El Día de Todos los Santos

El Día de Todos los Santos o también llamado Día de los Difuntos, es una tradición muy arraigada en muchos países, pero cada uno de ellos con formas muy diferentes de celebrarlo.

En España, es un día de especial significado y con una larga historia detrás dedicado a todos aquellos que ya no están con nosotros. Un día muy especial en el que se rinde homenaje a su memoria y se les recuerda especialmente.

¿Cuál es el origen de esta tradición?

El día 1 de noviembre, fecha del Día de Todos los Santos, es un día que debe sus orígenes a la larga tradición cristiana en el país.

Para encontrar su origen tenemos que remontarnos muchos siglos atrás, cuando, lo que en principio era un festejo en el que se rendía homenaje a los santos y beatos reconocidos como tal por la Iglesia y en el que cada uno tenía su día, se convino que hubiera un día especial dedicado a todos ellos.

En el siglo VIII, Gregorio III fijó dicha fecha, estableciéndola en la que sigue siendo la actual: el 1 de noviembre.

El Día de Todos los Santos en España

A lo largo de los siglos, y sin perder nunca la esencia de esta fiesta, dedicada a todos aquellos que ya no están con nosotros, esta tradición se ha convertido en una ocasión para recordar y rendir homenaje a aquellas personas que ya nos dejaron y para juntarnos con nuestros seres más queridos.

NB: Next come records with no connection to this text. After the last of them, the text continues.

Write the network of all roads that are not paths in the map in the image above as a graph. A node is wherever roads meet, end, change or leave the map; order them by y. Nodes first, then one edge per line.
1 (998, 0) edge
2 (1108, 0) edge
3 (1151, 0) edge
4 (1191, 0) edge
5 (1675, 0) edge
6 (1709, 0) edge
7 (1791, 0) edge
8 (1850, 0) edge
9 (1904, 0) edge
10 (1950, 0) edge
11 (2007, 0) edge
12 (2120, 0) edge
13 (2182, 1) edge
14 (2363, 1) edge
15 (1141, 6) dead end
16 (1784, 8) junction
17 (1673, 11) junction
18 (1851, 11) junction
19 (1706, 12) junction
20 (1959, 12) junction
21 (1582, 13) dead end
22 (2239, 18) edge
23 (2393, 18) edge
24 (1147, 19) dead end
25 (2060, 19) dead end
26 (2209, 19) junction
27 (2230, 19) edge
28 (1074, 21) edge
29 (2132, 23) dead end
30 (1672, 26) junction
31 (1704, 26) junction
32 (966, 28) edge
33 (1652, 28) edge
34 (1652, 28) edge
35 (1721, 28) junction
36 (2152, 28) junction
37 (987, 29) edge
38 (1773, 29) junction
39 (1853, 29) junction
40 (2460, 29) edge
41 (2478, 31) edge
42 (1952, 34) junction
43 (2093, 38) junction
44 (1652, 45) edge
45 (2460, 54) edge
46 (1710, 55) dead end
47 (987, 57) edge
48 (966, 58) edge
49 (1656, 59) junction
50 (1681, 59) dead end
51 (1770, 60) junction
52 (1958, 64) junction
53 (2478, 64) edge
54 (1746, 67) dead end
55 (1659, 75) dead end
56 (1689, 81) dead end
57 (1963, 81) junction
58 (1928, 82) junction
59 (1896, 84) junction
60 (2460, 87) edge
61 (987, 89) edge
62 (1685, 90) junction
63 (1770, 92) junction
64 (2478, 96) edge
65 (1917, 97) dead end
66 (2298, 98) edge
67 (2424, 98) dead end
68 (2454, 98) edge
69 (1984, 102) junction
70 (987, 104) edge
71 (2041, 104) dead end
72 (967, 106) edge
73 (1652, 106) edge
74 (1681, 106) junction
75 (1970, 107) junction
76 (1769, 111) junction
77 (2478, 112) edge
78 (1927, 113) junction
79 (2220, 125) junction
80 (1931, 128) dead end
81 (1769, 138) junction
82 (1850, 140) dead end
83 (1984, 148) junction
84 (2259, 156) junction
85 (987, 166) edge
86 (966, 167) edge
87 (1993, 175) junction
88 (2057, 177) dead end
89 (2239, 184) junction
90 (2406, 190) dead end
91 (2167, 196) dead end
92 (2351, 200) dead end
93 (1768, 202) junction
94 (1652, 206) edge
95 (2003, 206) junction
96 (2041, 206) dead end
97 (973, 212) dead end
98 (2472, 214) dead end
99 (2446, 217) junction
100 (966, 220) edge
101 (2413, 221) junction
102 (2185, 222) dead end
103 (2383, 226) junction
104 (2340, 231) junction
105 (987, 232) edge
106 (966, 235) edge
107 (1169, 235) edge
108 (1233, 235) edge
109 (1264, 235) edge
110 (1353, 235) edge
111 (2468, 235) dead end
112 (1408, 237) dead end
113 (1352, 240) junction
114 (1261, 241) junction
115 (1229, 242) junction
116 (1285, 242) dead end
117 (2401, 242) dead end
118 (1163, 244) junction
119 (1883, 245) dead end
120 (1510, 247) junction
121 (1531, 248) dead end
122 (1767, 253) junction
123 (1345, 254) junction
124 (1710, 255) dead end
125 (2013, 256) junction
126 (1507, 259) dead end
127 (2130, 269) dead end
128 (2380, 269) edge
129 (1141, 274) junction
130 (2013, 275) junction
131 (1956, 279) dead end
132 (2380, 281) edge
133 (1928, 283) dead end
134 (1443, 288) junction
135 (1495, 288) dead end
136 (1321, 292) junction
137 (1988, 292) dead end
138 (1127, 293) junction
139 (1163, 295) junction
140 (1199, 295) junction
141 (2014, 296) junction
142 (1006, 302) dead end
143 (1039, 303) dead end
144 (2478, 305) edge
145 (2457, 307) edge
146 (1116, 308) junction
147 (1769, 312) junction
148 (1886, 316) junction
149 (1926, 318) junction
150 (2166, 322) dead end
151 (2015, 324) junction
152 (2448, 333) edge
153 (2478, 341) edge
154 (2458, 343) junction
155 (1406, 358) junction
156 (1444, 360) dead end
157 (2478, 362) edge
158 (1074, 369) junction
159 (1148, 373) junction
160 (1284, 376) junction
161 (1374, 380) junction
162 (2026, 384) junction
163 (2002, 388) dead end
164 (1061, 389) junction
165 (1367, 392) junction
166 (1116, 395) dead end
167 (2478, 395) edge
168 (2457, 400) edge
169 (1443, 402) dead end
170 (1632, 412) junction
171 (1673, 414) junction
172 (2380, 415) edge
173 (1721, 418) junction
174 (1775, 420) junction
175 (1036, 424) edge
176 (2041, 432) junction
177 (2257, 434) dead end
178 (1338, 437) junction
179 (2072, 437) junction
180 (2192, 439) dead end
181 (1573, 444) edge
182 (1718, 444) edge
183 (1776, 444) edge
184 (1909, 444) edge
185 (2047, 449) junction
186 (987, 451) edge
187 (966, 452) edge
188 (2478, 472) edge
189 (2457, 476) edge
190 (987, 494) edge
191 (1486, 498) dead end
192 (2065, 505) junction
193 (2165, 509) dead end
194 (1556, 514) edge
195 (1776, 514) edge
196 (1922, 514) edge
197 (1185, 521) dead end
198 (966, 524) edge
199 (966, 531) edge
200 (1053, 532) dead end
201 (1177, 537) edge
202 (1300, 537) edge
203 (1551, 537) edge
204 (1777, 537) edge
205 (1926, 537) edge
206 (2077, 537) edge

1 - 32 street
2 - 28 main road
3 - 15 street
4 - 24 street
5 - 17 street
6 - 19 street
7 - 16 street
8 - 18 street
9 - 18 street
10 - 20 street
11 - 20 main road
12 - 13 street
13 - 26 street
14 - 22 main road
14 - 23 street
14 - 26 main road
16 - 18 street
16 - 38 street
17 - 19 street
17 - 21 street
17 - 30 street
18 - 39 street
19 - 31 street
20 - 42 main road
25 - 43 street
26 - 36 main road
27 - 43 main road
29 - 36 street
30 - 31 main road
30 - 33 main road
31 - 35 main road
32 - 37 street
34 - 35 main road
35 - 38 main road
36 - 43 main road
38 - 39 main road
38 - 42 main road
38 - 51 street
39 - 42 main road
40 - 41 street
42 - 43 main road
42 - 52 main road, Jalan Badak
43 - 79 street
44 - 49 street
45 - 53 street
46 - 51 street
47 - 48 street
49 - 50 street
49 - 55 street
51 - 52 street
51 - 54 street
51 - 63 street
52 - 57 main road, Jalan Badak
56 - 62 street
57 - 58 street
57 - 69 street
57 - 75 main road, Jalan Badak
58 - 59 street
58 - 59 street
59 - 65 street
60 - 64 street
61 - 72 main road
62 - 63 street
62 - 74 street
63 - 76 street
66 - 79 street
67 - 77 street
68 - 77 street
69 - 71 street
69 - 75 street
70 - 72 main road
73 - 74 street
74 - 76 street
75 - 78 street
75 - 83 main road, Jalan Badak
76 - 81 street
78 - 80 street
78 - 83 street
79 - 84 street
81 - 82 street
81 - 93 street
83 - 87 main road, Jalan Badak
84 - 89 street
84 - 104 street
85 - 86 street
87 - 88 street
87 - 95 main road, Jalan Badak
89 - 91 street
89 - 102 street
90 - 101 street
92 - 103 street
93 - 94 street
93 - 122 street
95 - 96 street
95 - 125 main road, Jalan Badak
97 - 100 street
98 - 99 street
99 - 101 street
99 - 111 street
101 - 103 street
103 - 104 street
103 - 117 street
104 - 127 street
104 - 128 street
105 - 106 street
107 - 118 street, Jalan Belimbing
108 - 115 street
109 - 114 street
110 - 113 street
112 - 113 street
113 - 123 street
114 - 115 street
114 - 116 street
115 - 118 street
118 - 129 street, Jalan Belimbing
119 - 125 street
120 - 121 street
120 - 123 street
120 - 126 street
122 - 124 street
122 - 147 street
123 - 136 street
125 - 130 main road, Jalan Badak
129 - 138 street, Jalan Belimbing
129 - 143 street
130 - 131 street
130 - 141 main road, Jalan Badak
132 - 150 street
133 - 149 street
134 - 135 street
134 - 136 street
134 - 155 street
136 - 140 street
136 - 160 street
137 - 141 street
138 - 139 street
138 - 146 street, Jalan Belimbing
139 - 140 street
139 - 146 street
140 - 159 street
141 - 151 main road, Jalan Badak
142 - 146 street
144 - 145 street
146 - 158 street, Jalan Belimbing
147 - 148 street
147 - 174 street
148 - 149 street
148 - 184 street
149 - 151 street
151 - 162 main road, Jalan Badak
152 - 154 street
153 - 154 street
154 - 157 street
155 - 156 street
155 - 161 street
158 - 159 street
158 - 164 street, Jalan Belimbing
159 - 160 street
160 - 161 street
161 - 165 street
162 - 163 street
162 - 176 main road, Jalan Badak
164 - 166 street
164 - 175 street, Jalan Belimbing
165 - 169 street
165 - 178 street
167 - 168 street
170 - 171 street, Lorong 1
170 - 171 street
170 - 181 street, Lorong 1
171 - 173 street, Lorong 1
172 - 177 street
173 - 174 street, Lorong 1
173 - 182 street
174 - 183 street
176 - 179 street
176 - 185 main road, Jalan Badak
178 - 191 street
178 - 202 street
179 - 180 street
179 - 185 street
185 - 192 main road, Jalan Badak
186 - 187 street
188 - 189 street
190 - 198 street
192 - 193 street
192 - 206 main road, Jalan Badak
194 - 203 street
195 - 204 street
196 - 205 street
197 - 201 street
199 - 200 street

Durante este día, es muy habitual ir a visitar sus nichos en el cementerio, donde reposan sus restos, y dejar una ofrenda compuesta por flores, otra tradición muy arraigada. Es, sin duda, el día en el que con más diferencia cementerios de todos los rincones del país reciben más visitas.

Es un día además en el que se aprovecha para adecentar los nichos y lápida, limpiarlos, retirar hojas y suciedad y finalmente adornarlos, especialmente con flores.

En el Día de Todos los Santos, los ramos de flores de todo tipo inundan los nichos como un homenaje a todos ellos.

Las flores más habituales son los crisantemos, aunque en los últimos años el abanico se ha ampliado a otros tipos como claveles, rosas y gladiolos, de diferentes colores. Y es que las flores, como forma de tributo para nuestros difuntos es otra tradición profundamente arraigada en muchos países.

En algunas zonas de España también es típico encender unas velas en honor a los difuntos. Velas que se mantienen encendidas hasta después de celebrada la misa en su homenaje.

También es tradición en este día degustar una serie de dulces típicos que se han convertido en representativos, como son los llamados huesos de santo, los panellets o empiñonados, las castañas, y, de tradición más reciente dulces y platos elaborados con calabaza como ingrediente principal. Todos ellos ingredientes típicos del otoño.

¿Existe relación entre Halloween y el Día de Todos los Santos?

Aunque, sobre todo debido a las influencias de otros países y por extensión sus propias tradiciones, se tienden a confundir ambas celebraciones, lo cierto es que tanto su origen como su significado son muy diferentes.

Halloween en realidad tiene su origen en tradiciones celtas, y, por tanto, es de origen pagano, al contrario que El Día de Todos los Santos, con profundas raíces en nuestras tradiciones católicas. La fecha de su celebración asimismo coincidía con el fin de la cosecha. Por tanto, el 31 de octubre se consideraba el año nuevo celta.

La extensión de esta también muy antigua tradición a otros países, especialmente Estados Unidos, se llevó a cabo a raíz de la inmigración irlandesa, que trasladaron esta celebración allende los mares.

A día de hoy, nada tiene que ver esta con la antigua tradición que le dio origen.

Aunque siempre los tenemos presentes en nuestro pensamiento, lo cierto es que dedicar un día especial para recordar a todos nuestros seres queridos que ya no están con nosotros ejerce en cierta forma una función terapéutica. Por eso, muchas personas siguen manteniendo esta tradición tan arraigada en nuestro país, como una forma de recordar con amor a sus allegados y como la oportunidad, en algunas ocasiones, en reunirse con sus seres queridos en torno a la memoria del difunto.